- [SOURCE DATA]
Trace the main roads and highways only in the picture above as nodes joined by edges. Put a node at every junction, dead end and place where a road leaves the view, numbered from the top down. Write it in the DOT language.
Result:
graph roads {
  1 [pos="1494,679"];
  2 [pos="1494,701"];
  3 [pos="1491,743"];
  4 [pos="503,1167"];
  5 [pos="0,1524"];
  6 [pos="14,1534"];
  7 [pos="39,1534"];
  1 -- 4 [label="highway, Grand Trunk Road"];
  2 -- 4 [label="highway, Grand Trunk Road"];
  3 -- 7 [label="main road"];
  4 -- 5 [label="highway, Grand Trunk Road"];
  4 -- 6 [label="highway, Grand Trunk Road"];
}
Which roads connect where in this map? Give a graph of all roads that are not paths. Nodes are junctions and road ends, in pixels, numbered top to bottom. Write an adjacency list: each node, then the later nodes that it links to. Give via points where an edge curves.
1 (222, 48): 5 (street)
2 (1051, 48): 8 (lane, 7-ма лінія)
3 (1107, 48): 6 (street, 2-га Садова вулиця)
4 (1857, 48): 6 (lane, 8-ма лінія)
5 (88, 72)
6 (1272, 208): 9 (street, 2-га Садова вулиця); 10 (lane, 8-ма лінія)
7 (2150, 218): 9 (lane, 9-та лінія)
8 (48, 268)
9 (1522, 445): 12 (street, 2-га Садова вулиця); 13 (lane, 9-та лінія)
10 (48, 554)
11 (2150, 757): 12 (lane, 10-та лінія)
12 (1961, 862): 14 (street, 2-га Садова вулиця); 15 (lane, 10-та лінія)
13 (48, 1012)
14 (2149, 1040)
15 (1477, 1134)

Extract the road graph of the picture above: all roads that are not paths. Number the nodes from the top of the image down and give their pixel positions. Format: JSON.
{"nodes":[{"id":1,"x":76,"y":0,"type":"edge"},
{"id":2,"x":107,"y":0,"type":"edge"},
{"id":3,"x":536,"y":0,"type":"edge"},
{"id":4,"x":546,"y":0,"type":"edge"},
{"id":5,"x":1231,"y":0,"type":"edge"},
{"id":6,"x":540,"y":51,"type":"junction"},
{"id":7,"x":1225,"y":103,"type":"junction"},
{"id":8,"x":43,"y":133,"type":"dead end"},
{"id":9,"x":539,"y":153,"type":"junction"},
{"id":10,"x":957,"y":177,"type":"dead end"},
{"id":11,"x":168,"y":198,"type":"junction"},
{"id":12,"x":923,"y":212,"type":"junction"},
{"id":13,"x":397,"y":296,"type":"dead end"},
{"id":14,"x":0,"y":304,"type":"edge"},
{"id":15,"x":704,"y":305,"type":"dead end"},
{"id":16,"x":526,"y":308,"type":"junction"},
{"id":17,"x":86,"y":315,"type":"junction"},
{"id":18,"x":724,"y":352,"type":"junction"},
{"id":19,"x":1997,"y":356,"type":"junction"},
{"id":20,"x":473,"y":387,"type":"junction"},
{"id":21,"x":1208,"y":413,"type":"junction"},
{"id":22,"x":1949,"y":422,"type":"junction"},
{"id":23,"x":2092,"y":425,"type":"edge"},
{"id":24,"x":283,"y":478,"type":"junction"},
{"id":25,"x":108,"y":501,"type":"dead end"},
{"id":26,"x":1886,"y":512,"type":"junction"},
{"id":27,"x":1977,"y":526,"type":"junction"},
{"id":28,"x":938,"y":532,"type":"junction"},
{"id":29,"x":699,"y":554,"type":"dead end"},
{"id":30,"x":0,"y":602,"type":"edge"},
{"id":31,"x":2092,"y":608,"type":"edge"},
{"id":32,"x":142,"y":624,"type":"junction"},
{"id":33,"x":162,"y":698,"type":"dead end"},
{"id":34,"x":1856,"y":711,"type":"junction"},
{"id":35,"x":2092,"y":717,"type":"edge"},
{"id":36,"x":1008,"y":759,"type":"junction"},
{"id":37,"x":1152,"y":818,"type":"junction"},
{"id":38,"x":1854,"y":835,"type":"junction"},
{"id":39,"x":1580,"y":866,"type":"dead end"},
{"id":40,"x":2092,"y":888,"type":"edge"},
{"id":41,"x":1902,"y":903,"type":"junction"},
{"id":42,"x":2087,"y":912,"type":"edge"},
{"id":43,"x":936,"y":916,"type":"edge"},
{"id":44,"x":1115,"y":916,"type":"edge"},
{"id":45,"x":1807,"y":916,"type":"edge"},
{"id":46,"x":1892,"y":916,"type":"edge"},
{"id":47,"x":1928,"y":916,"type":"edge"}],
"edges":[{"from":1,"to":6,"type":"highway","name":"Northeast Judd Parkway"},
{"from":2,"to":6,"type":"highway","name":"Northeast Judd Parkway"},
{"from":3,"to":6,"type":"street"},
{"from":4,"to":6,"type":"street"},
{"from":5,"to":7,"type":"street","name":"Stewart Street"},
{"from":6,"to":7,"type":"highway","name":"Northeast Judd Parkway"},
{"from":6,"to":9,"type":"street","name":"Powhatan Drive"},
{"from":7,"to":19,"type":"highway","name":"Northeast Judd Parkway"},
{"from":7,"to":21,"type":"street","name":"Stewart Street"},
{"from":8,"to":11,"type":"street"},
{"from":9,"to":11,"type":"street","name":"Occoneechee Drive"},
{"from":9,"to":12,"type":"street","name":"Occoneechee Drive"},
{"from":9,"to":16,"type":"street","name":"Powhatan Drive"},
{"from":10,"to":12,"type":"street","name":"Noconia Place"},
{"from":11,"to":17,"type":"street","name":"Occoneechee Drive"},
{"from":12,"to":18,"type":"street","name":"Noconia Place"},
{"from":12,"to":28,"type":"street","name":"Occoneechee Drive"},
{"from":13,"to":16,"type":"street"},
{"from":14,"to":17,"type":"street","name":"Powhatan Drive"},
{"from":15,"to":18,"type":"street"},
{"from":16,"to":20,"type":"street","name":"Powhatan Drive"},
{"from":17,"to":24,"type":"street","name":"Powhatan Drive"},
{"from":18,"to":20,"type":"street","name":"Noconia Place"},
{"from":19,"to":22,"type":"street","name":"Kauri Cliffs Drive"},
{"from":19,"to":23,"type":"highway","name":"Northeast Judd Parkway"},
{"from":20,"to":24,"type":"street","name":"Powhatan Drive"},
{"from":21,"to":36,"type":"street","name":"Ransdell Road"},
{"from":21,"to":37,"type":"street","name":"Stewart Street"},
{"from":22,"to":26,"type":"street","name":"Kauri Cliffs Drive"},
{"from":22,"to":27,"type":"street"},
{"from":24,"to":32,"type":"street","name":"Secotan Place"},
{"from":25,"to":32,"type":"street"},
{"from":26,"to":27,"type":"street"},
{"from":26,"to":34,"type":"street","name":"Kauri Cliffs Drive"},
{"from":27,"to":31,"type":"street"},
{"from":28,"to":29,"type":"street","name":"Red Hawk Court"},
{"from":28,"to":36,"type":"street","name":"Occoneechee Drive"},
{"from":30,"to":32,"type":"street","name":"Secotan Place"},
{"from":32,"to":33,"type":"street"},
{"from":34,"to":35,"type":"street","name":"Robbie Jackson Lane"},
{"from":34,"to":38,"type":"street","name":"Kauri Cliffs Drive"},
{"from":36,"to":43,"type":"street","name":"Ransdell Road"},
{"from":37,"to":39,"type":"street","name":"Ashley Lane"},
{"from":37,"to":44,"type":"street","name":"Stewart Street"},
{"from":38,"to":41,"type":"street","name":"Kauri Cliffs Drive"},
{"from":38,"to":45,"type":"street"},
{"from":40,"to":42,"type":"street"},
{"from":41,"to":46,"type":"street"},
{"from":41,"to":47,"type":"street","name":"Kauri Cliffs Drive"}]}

- [WHAT THE TASK REQUIRES]
An exact restatement of all the entries above is needed.

- [WRITTEN ANSWER]
Trace the main roads and highways only in the picture above as nodes joined by edges. Put a node at every junction, dead end and place where a road leaves the view, numbered from the top down. Write it in the DOT language.
Result:
graph roads {
  1 [pos="1494,679"];
  2 [pos="1494,701"];
  3 [pos="1491,743"];
  4 [pos="503,1167"];
  5 [pos="0,1524"];
  6 [pos="14,1534"];
  7 [pos="39,1534"];
  1 -- 4 [label="highway, Grand Trunk Road"];
  2 -- 4 [label="highway, Grand Trunk Road"];
  3 -- 7 [label="main road"];
  4 -- 5 [label="highway, Grand Trunk Road"];
  4 -- 6 [label="highway, Grand Trunk Road"];
}
Which roads connect where in this map? Give a graph of all roads that are not paths. Nodes are junctions and road ends, in pixels, numbered top to bottom. Write an adjacency list: each node, then the later nodes that it links to. Give via points where an edge curves.
1 (222, 48): 5 (street)
2 (1051, 48): 8 (lane, 7-ма лінія)
3 (1107, 48): 6 (street, 2-га Садова вулиця)
4 (1857, 48): 6 (lane, 8-ма лінія)
5 (88, 72)
6 (1272, 208): 9 (street, 2-га Садова вулиця); 10 (lane, 8-ма лінія)
7 (2150, 218): 9 (lane, 9-та лінія)
8 (48, 268)
9 (1522, 445): 12 (street, 2-га Садова вулиця); 13 (lane, 9-та лінія)
10 (48, 554)
11 (2150, 757): 12 (lane, 10-та лінія)
12 (1961, 862): 14 (street, 2-га Садова вулиця); 15 (lane, 10-та лінія)
13 (48, 1012)
14 (2149, 1040)
15 (1477, 1134)

Extract the road graph of the picture above: all roads that are not paths. Number the nodes from the top of the image down and give their pixel positions. Format: JSON.
{"nodes":[{"id":1,"x":76,"y":0,"type":"edge"},
{"id":2,"x":107,"y":0,"type":"edge"},
{"id":3,"x":536,"y":0,"type":"edge"},
{"id":4,"x":546,"y":0,"type":"edge"},
{"id":5,"x":1231,"y":0,"type":"edge"},
{"id":6,"x":540,"y":51,"type":"junction"},
{"id":7,"x":1225,"y":103,"type":"junction"},
{"id":8,"x":43,"y":133,"type":"dead end"},
{"id":9,"x":539,"y":153,"type":"junction"},
{"id":10,"x":957,"y":177,"type":"dead end"},
{"id":11,"x":168,"y":198,"type":"junction"},
{"id":12,"x":923,"y":212,"type":"junction"},
{"id":13,"x":397,"y":296,"type":"dead end"},
{"id":14,"x":0,"y":304,"type":"edge"},
{"id":15,"x":704,"y":305,"type":"dead end"},
{"id":16,"x":526,"y":308,"type":"junction"},
{"id":17,"x":86,"y":315,"type":"junction"},
{"id":18,"x":724,"y":352,"type":"junction"},
{"id":19,"x":1997,"y":356,"type":"junction"},
{"id":20,"x":473,"y":387,"type":"junction"},
{"id":21,"x":1208,"y":413,"type":"junction"},
{"id":22,"x":1949,"y":422,"type":"junction"},
{"id":23,"x":2092,"y":425,"type":"edge"},
{"id":24,"x":283,"y":478,"type":"junction"},
{"id":25,"x":108,"y":501,"type":"dead end"},
{"id":26,"x":1886,"y":512,"type":"junction"},
{"id":27,"x":1977,"y":526,"type":"junction"},
{"id":28,"x":938,"y":532,"type":"junction"},
{"id":29,"x":699,"y":554,"type":"dead end"},
{"id":30,"x":0,"y":602,"type":"edge"},
{"id":31,"x":2092,"y":608,"type":"edge"},
{"id":32,"x":142,"y":624,"type":"junction"},
{"id":33,"x":162,"y":698,"type":"dead end"},
{"id":34,"x":1856,"y":711,"type":"junction"},
{"id":35,"x":2092,"y":717,"type":"edge"},
{"id":36,"x":1008,"y":759,"type":"junction"},
{"id":37,"x":1152,"y":818,"type":"junction"},
{"id":38,"x":1854,"y":835,"type":"junction"},
{"id":39,"x":1580,"y":866,"type":"dead end"},
{"id":40,"x":2092,"y":888,"type":"edge"},
{"id":41,"x":1902,"y":903,"type":"junction"},
{"id":42,"x":2087,"y":912,"type":"edge"},
{"id":43,"x":936,"y":916,"type":"edge"},
{"id":44,"x":1115,"y":916,"type":"edge"},
{"id":45,"x":1807,"y":916,"type":"edge"},
{"id":46,"x":1892,"y":916,"type":"edge"},
{"id":47,"x":1928,"y":916,"type":"edge"}],
"edges":[{"from":1,"to":6,"type":"highway","name":"Northeast Judd Parkway"},
{"from":2,"to":6,"type":"highway","name":"Northeast Judd Parkway"},
{"from":3,"to":6,"type":"street"},
{"from":4,"to":6,"type":"street"},
{"from":5,"to":7,"type":"street","name":"Stewart Street"},
{"from":6,"to":7,"type":"highway","name":"Northeast Judd Parkway"},
{"from":6,"to":9,"type":"street","name":"Powhatan Drive"},
{"from":7,"to":19,"type":"highway","name":"Northeast Judd Parkway"},
{"from":7,"to":21,"type":"street","name":"Stewart Street"},
{"from":8,"to":11,"type":"street"},
{"from":9,"to":11,"type":"street","name":"Occoneechee Drive"},
{"from":9,"to":12,"type":"street","name":"Occoneechee Drive"},
{"from":9,"to":16,"type":"street","name":"Powhatan Drive"},
{"from":10,"to":12,"type":"street","name":"Noconia Place"},
{"from":11,"to":17,"type":"street","name":"Occoneechee Drive"},
{"from":12,"to":18,"type":"street","name":"Noconia Place"},
{"from":12,"to":28,"type":"street","name":"Occoneechee Drive"},
{"from":13,"to":16,"type":"street"},
{"from":14,"to":17,"type":"street","name":"Powhatan Drive"},
{"from":15,"to":18,"type":"street"},
{"from":16,"to":20,"type":"street","name":"Powhatan Drive"},
{"from":17,"to":24,"type":"street","name":"Powhatan Drive"},
{"from":18,"to":20,"type":"street","name":"Noconia Place"},
{"from":19,"to":22,"type":"street","name":"Kauri Cliffs Drive"},
{"from":19,"to":23,"type":"highway","name":"Northeast Judd Parkway"},
{"from":20,"to":24,"type":"street","name":"Powhatan Drive"},
{"from":21,"to":36,"type":"street","name":"Ransdell Road"},
{"from":21,"to":37,"type":"street","name":"Stewart Street"},
{"from":22,"to":26,"type":"street","name":"Kauri Cliffs Drive"},
{"from":22,"to":27,"type":"street"},
{"from":24,"to":32,"type":"street","name":"Secotan Place"},
{"from":25,"to":32,"type":"street"},
{"from":26,"to":27,"type":"street"},
{"from":26,"to":34,"type":"street","name":"Kauri Cliffs Drive"},
{"from":27,"to":31,"type":"street"},
{"from":28,"to":29,"type":"street","name":"Red Hawk Court"},
{"from":28,"to":36,"type":"street","name":"Occoneechee Drive"},
{"from":30,"to":32,"type":"street","name":"Secotan Place"},
{"from":32,"to":33,"type":"street"},
{"from":34,"to":35,"type":"street","name":"Robbie Jackson Lane"},
{"from":34,"to":38,"type":"street","name":"Kauri Cliffs Drive"},
{"from":36,"to":43,"type":"street","name":"Ransdell Road"},
{"from":37,"to":39,"type":"street","name":"Ashley Lane"},
{"from":37,"to":44,"type":"street","name":"Stewart Street"},
{"from":38,"to":41,"type":"street","name":"Kauri Cliffs Drive"},
{"from":38,"to":45,"type":"street"},
{"from":40,"to":42,"type":"street"},
{"from":41,"to":46,"type":"street"},
{"from":41,"to":47,"type":"street","name":"Kauri Cliffs Drive"}]}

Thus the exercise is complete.